Restructure the import pipeline as a state machine, and adopt asyncio for performance #5736

peterjdolan · 2025-04-17T04:14:03Z

peterjdolan
Apr 17, 2025

Hi all,

This is a bit of a radical idea, but I want to put it out there and see if there's any interest.

I was poking around the import command trying to figure out why it was running so slowly, and I spotted a few things I think could be improved.

I've written up a draft PR demonstrating these ideas, here: #5735. I'm currently using this branch to import and re-tag items in my personal library.

Here's a quick example (adapted from the state machine's unit test) that gives an example of my suggestions below:

beets/test/util/test_async_state_machine.py

Lines 117 to 145 in f15beda

    
           @pytest.mark.asyncio 
        
           async def test_terminal_state(): 
        
               """Test behavior when reaching a terminal state.""" 
        
               transition_graph = ( 
        
                   ( 
        
                       State( 
        
                           id="INIT", 
        
                           max_queue_size=1, 
        
                           handler=handler_for("INIT"), 
        
                       ), 
        
                       (("FINAL", lambda _: True),), 
        
                   ), 
        
                   ( 
        
                       State( 
        
                           id="FINAL", 
        
                           max_queue_size=1, 
        
                           handler=handler_for("FINAL"), 
        
                           accumulate=True, 
        
                       ), 
        
                       tuple(), 
        
                   ), 
        
               ) 
        
               async with AsyncStateMachine(transition_graph) as machine: 
        
                   await machine.inject(Task(value=1), "INIT") 
        
                   async for output in machine.accumulated("FINAL"): 
        
                       assert output.value == 1 
        
                       assert output.states == ["INIT", "FINAL"]
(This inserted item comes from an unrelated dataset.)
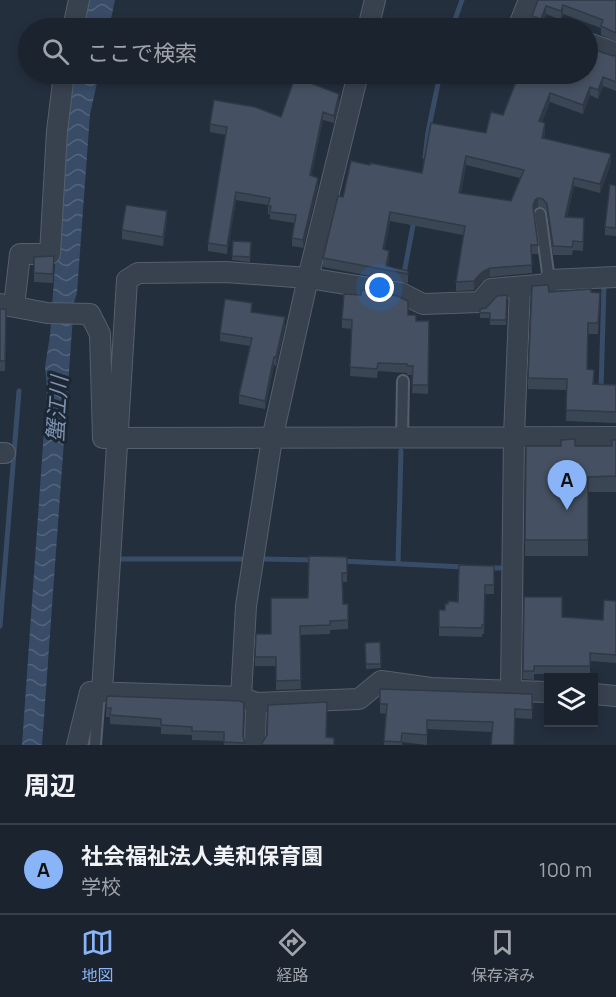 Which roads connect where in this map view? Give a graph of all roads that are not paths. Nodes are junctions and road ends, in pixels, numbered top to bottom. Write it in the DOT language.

Rewrite the import pipeline as a state machine

The import pipeline is currently structured as a sequence of stages, each performing some significant piece of work. There are two problems with this - the import logic is not actually sequential, and it's not possible to skip stages.

By non-sequential operations I specifically mean when the user selects "import as tracks" or "group albums." In both cases, the logic is for the pipeline to split the ImportTask into singletons or into one or more ImportTasks that have items matching the same artist - album combination. Right now the way this is handled is to create a new Pipeline within the "user choice" stage, and to run that forward until the user makes a new set of choices.

beets/beets/importer.py

Lines 1595 to 1614 in 3c177b5

    
           if task.choice_flag is action.TRACKS: 
        
               # Set up a little pipeline for dealing with the singletons. 
        
               def emitter(task): 
        
                   for item in task.items: 
        
                       task = SingletonImportTask(task.toppath, item) 
        
                       yield from task.handle_created(session) 
        
                   yield SentinelImportTask(task.toppath, task.paths) 
        
               return _extend_pipeline( 
        
                   emitter(task), lookup_candidates(session), user_query(session) 
        
               ) 
        
           # As albums: group items by albums and create task for each album 
        
           if task.choice_flag is action.ALBUMS: 
        
               return _extend_pipeline( 
        
                   [task], 
        
                   group_albums(session), 
        
                   lookup_candidates(session), 
        
                   user_query(session), 
        
               )

This also requires communication mechanisms between child and parent pipelines to support early-exiting the sub-pipelines. Whew!

beets/beets/importer.py

Lines 1587 to 1588 in 3c177b5

    
           if session.already_merged(task.paths): 
        
               return pipeline.BUBBLE

The inflexibility of the import pipeline also means that it's not possible to skip stages. This then requires that all stages be aware of the possibility that the user chose to skip importing an album, and to start most pipeline stages by checking if the task should be skipped and passed to the next stage unmodified.

beets/beets/importer.py

Lines 1549 to 1558 in 3c177b5

    
           def lookup_candidates(session: ImportSession, task: ImportTask): 
        
               """A coroutine for performing the initial MusicBrainz lookup for an 
        
               album. It accepts lists of Items and yields 
        
               (items, cur_artist, cur_album, candidates, rec) tuples. If no match 
        
               is found, all of the yielded parameters (except items) are None. 
        
               """ 
        
               if task.skip: 
        
                   # FIXME This gets duplicated a lot. We need a better 
        
                   # abstraction. 
        
                   return

I'm sure that when it was first developed, a sequential import model made perfect sense, but the code is now quite complex, difficult to understand, and I would suggest is quite brittle. When I was trying to make some small changes, I easily broke everything.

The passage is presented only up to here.